Input for this task Block Start

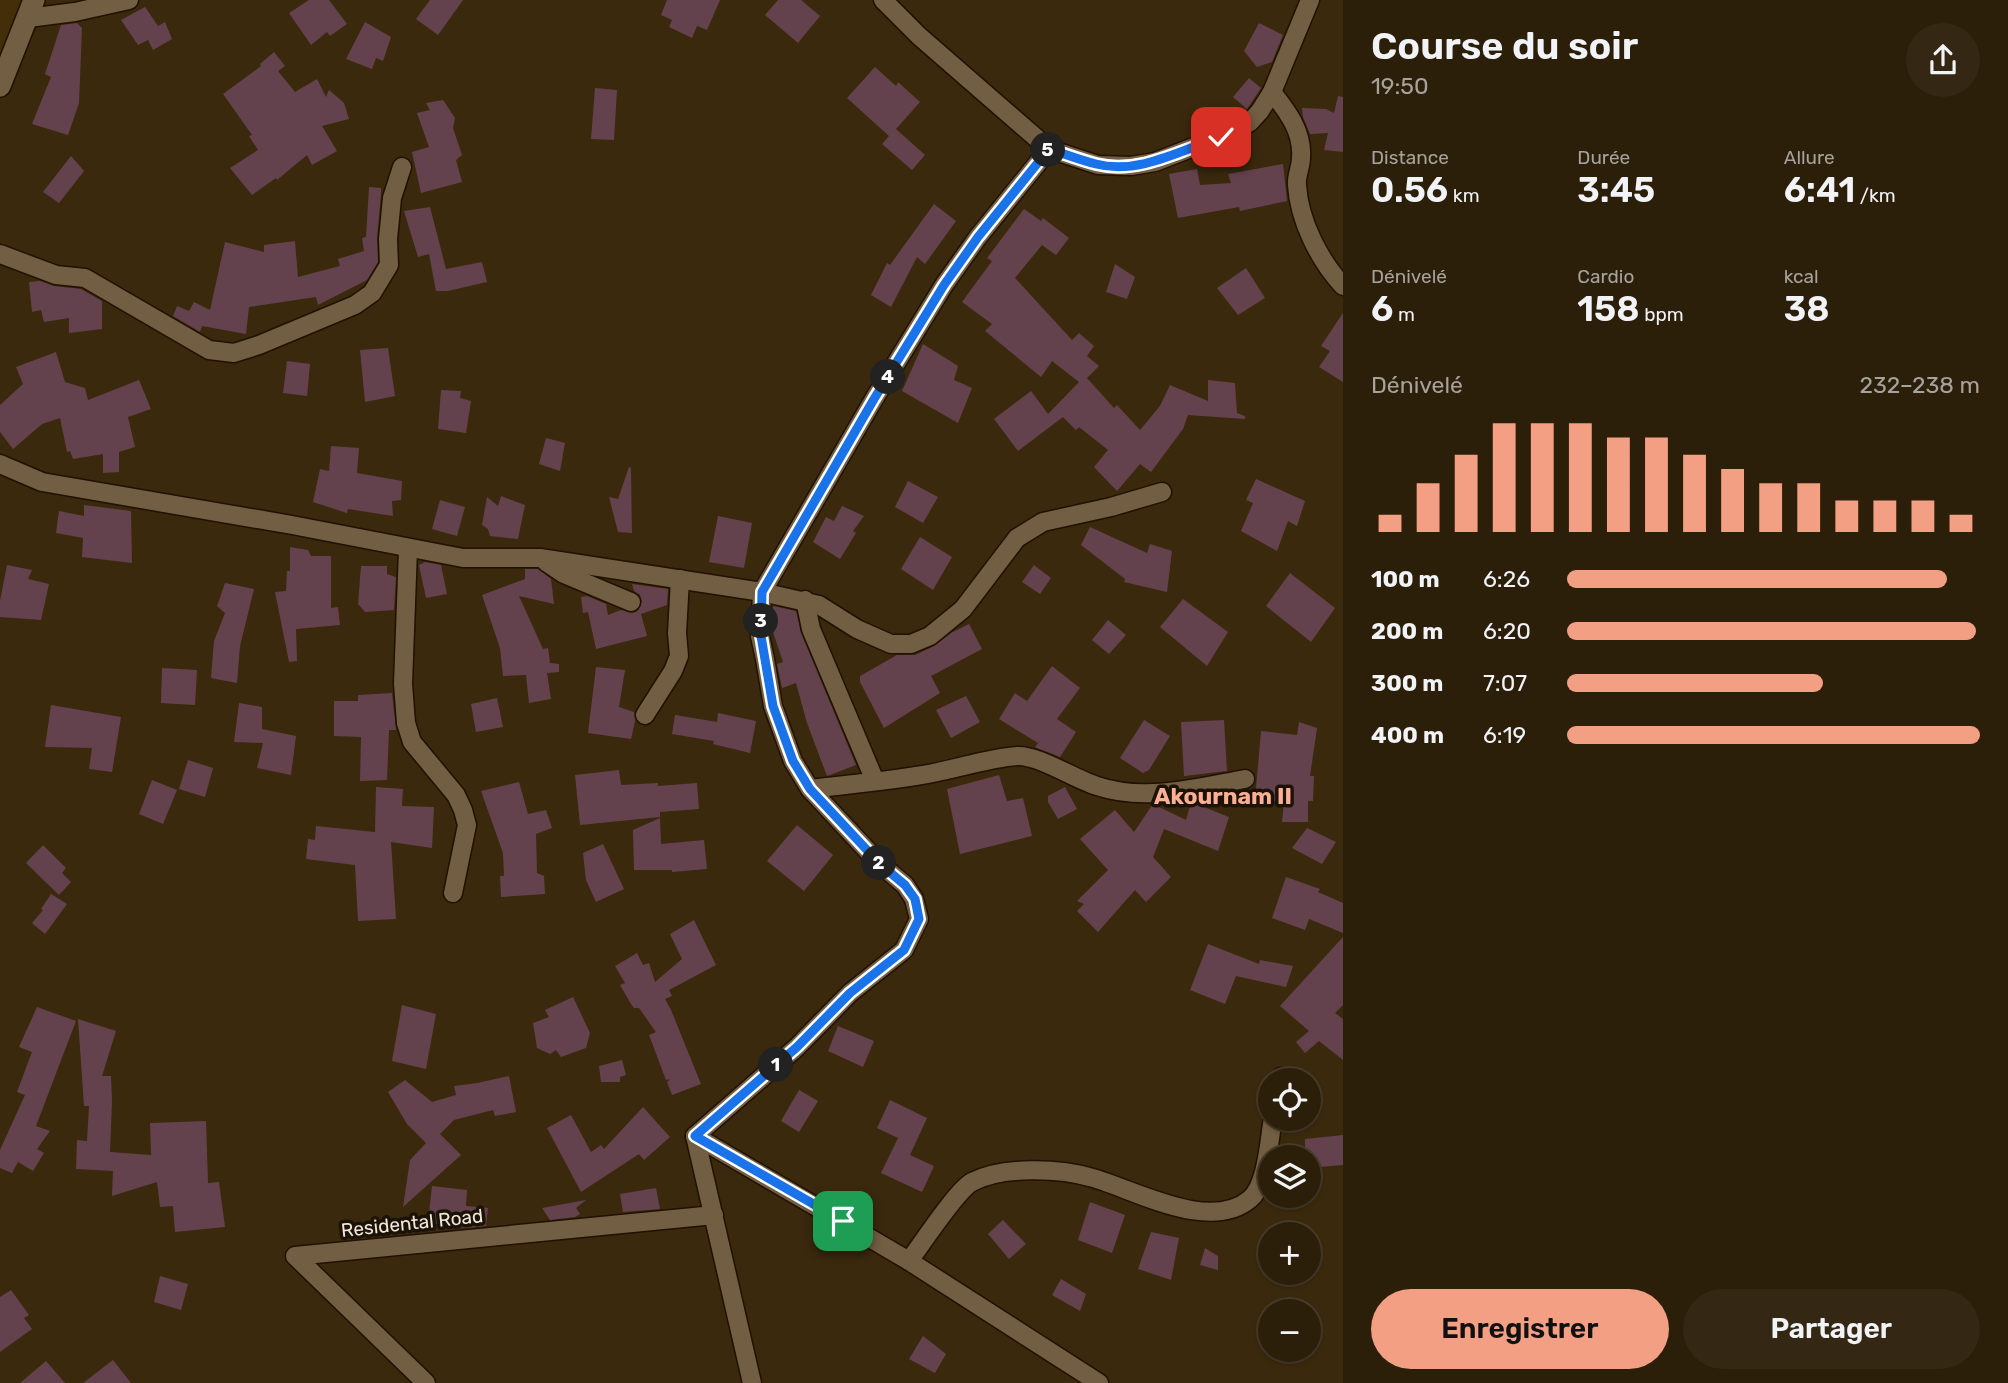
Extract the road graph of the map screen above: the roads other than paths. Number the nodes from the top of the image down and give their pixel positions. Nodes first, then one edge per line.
1 (128, 0) edge
2 (883, 0) edge
3 (1310, 0) edge
4 (31, 9) edge
5 (0, 86) edge
6 (1272, 92) junction
7 (1049, 149) junction
8 (402, 167) dead end
9 (0, 254) edge
10 (1343, 286) edge
11 (0, 464) edge
12 (1161, 492) dead end
13 (408, 549) junction
14 (540, 558) junction
15 (680, 579) junction
16 (762, 592) junction
17 (805, 600) junction
18 (631, 602) dead end
19 (645, 715) dead end
20 (1245, 779) dead end
21 (875, 781) junction
22 (810, 789) junction
23 (453, 892) dead end
24 (1271, 1131) edge
25 (695, 1136) junction
26 (714, 1215) junction
27 (909, 1261) junction
28 (426, 1383) edge
29 (752, 1383) edge
30 (1099, 1383) edge

1 - 4 street
2 - 7 street
3 - 6 street
4 - 5 street
6 - 7 street
6 - 10 street
7 - 16 street
8 - 9 street
11 - 13 street
12 - 17 street
13 - 14 street
13 - 23 street
14 - 15 street
14 - 18 street
15 - 16 street
15 - 19 street
16 - 17 street
16 - 22 street
17 - 21 street
20 - 21 street
21 - 22 street
22 - 25 street
24 - 27 street
25 - 26 street
25 - 27 street
26 - 28 street, Residental Road
26 - 29 street
27 - 30 street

Input for this task Block End

__Brief__: Show all lines from the entries that hold "dead".

__Solution for this task__:
8 (402, 167) dead end
12 (1161, 492) dead end
18 (631, 602) dead end
19 (645, 715) dead end
20 (1245, 779) dead end
23 (453, 892) dead end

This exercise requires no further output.